Saved data entries
· · · · · · ·
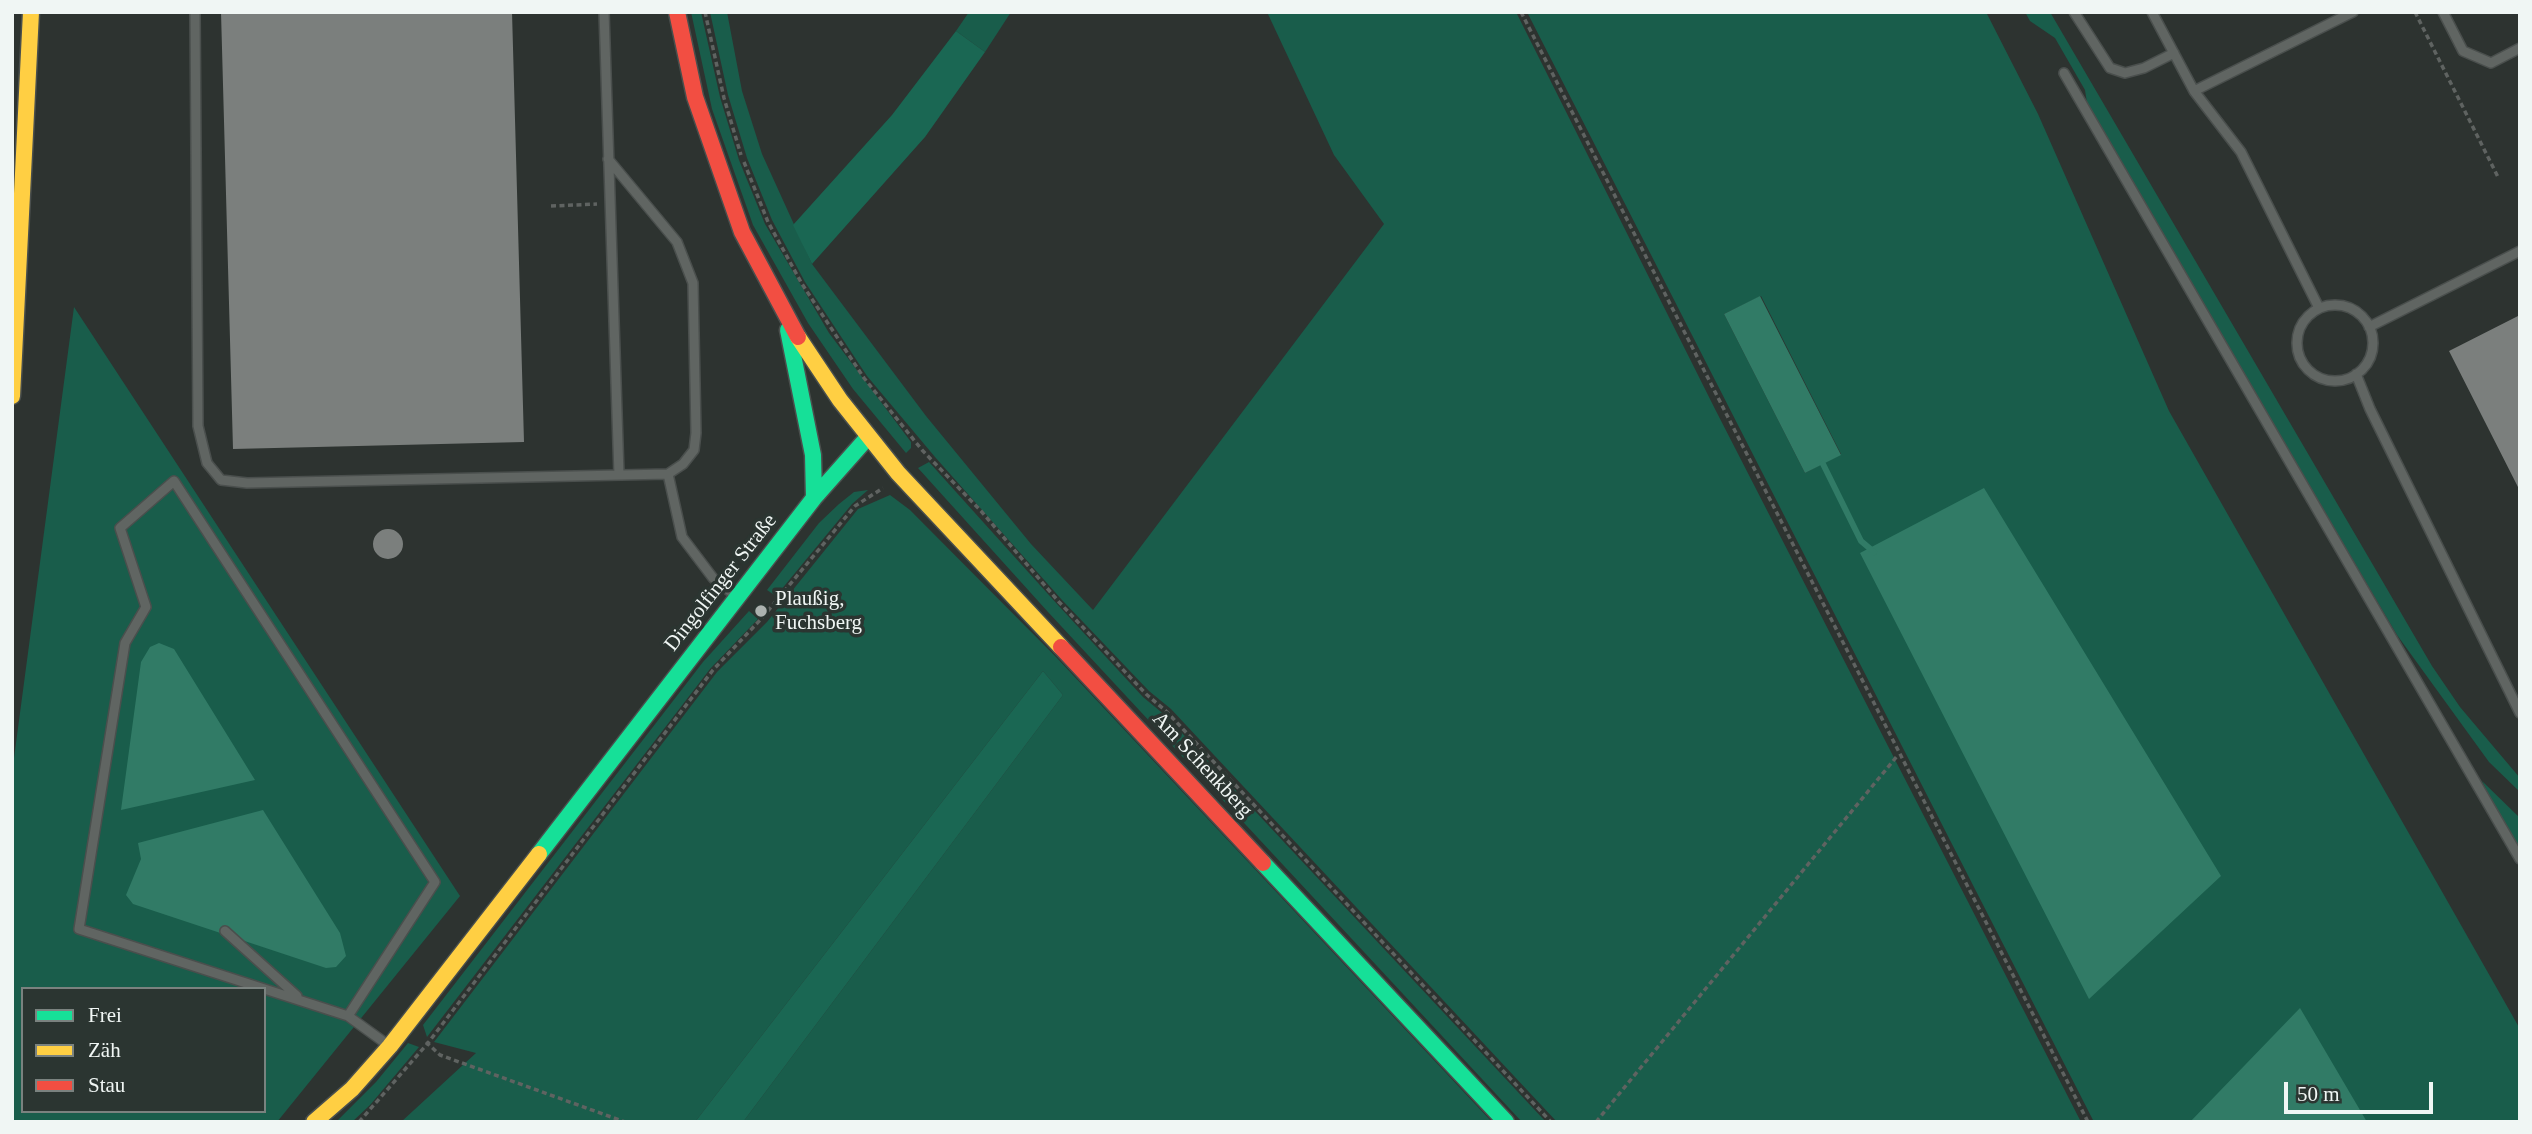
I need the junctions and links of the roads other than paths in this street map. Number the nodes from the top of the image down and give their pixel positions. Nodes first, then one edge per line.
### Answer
1 (31, 12) edge
2 (195, 12) edge
3 (604, 12) edge
4 (677, 12) edge
5 (2074, 12) edge
6 (2152, 12) edge
7 (2353, 12) edge
8 (2443, 12) edge
9 (2520, 48) edge
10 (2174, 53) junction
11 (2064, 73) dead end
12 (2194, 91) junction
13 (608, 159) junction
14 (2520, 251) edge
15 (2319, 308) junction
16 (786, 318) junction
17 (2369, 327) junction
18 (2357, 374) junction
19 (12, 396) edge
20 (868, 437) junction
21 (668, 474) junction
22 (619, 475) junction
23 (814, 498) junction
24 (738, 597) junction
25 (2520, 713) edge
26 (2520, 859) edge
27 (225, 931) dead end
28 (263, 987) edge
29 (266, 988) edge
30 (298, 998) junction
31 (348, 1016) junction
32 (390, 1046) junction
33 (314, 1122) edge
34 (1506, 1122) edge

1 - 19 main road
2 - 22 lane
3 - 13 lane
4 - 16 main road
5 - 10 lane
6 - 10 lane
7 - 12 lane
8 - 9 lane
10 - 12 lane
11 - 26 lane
12 - 15 lane
13 - 21 lane
13 - 22 lane
14 - 17 lane
15 - 17 lane
15 - 18 lane
16 - 20 main road
16 - 23 main road
17 - 18 lane
18 - 25 lane
20 - 23 main road, Dingolfinger Straße
20 - 34 main road, Am Schenkberg
21 - 22 lane
21 - 24 lane
23 - 24 main road, Dingolfinger Straße
24 - 32 main road, Dingolfinger Straße
27 - 30 lane
28 - 31 lane
29 - 30 lane
30 - 31 lane
31 - 32 lane
32 - 33 main road, Dingolfinger Straße

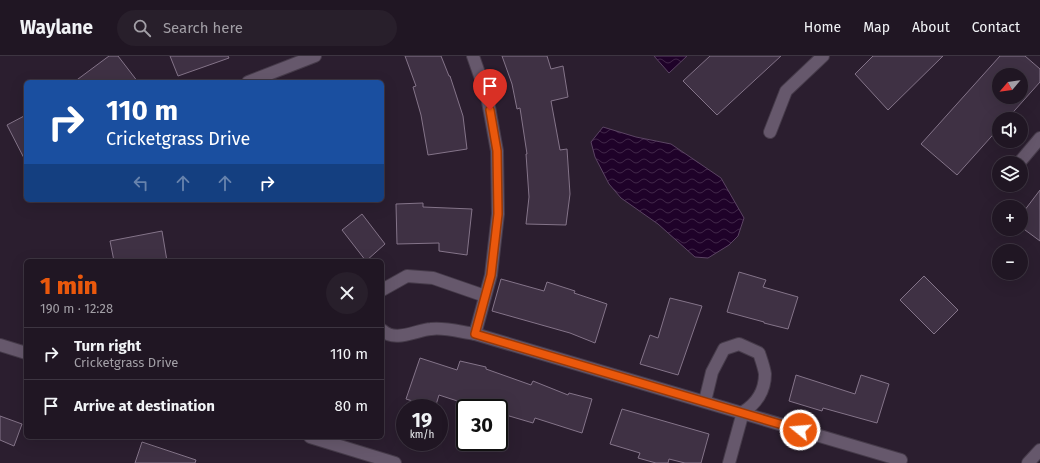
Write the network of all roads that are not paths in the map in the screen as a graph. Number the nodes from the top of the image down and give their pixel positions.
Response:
1 (315, 56) edge
2 (473, 56) edge
3 (823, 56) edge
4 (276, 76) edge
5 (257, 80) edge
6 (770, 132) dead end
7 (1040, 138) edge
8 (1025, 156) edge
9 (384, 289) edge
10 (485, 296) junction
11 (384, 332) edge
12 (475, 334) junction
13 (0, 345) edge
14 (24, 352) edge
15 (705, 401) junction
16 (742, 412) junction
17 (317, 439) edge
18 (1040, 450) edge
19 (901, 460) dead end
20 (395, 463) edge
21 (729, 463) edge
22 (1028, 463) edge

1 - 4 street
2 - 10 street
3 - 6 street
4 - 5 street
7 - 8 street
9 - 10 street
10 - 12 street
11 - 12 street
12 - 15 street
13 - 14 street
15 - 16 street
15 - 16 street
16 - 19 street
16 - 21 street
17 - 20 street
18 - 22 street

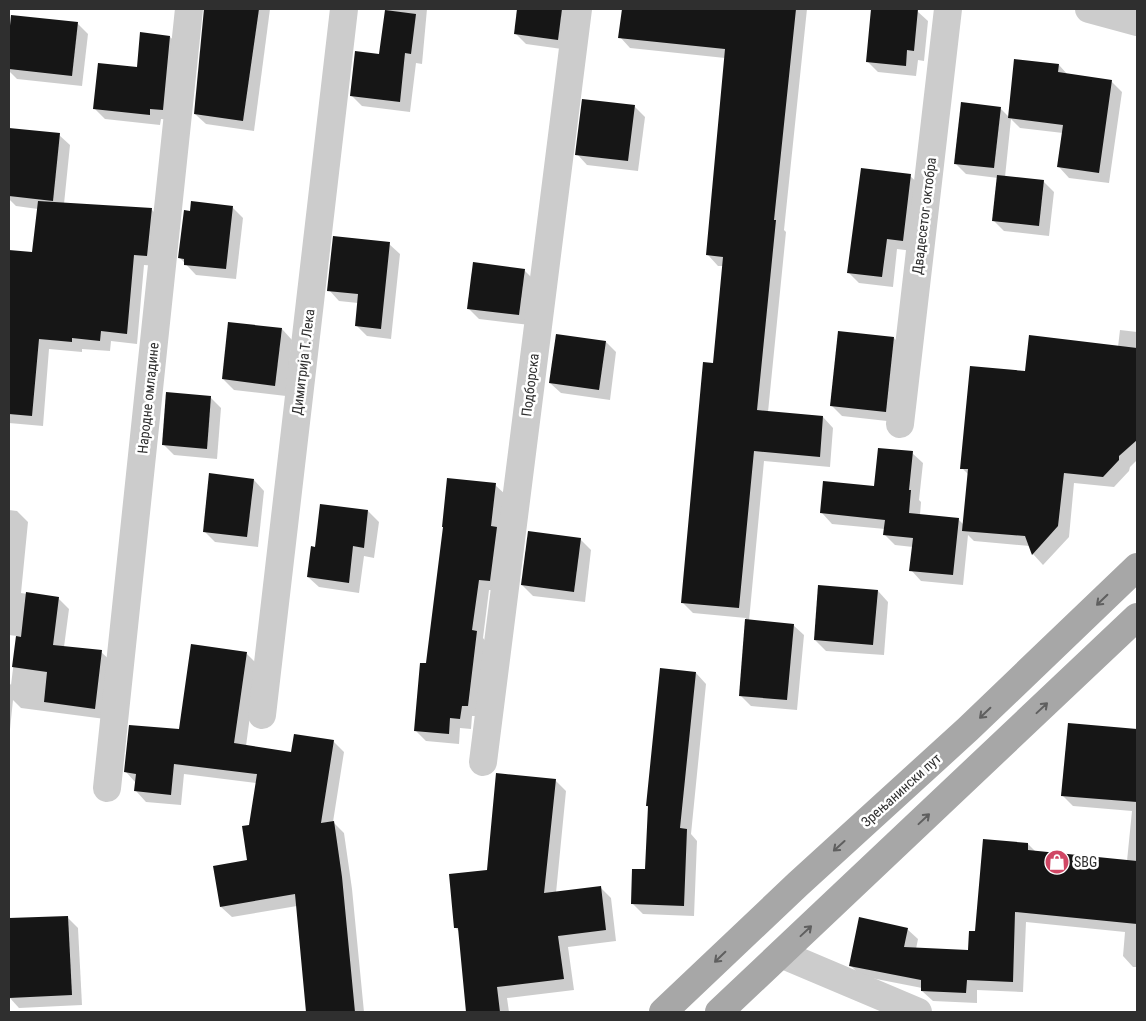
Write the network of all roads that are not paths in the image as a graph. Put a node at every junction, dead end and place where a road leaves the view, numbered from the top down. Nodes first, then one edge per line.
1 (189, 9) edge
2 (344, 9) edge
3 (578, 9) edge
4 (948, 9) edge
5 (1088, 9) edge
6 (1137, 22) edge
7 (900, 424) dead end
8 (1137, 566) edge
9 (1137, 617) edge
10 (262, 715) dead end
11 (483, 762) dead end
12 (107, 788) dead end
13 (781, 954) junction
14 (663, 1012) edge
15 (719, 1012) edge
16 (918, 1012) edge

1 - 12 street, Народне омладине
2 - 10 street, Димитрија Т. Лека
3 - 11 street, Подборска
4 - 7 street, Двадесетог октобра
5 - 6 street
8 -> 14 main road, Зрењанински пут
13 -> 9 main road
13 - 15 main road
13 - 16 street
· · · · · · ·
◆ **Exercise**:
Show each line in the entries that holds the string "give".

◆ **Response to this exercise**:
I need the junctions and links of the roads other than paths in this street map. Number the nodes from the top of the image down and give their pixel positions. Nodes first, then one edge per line.
Write the network of all roads that are not paths in the map in the screen as a graph. Number the nodes from the top of the image down and give their pixel positions.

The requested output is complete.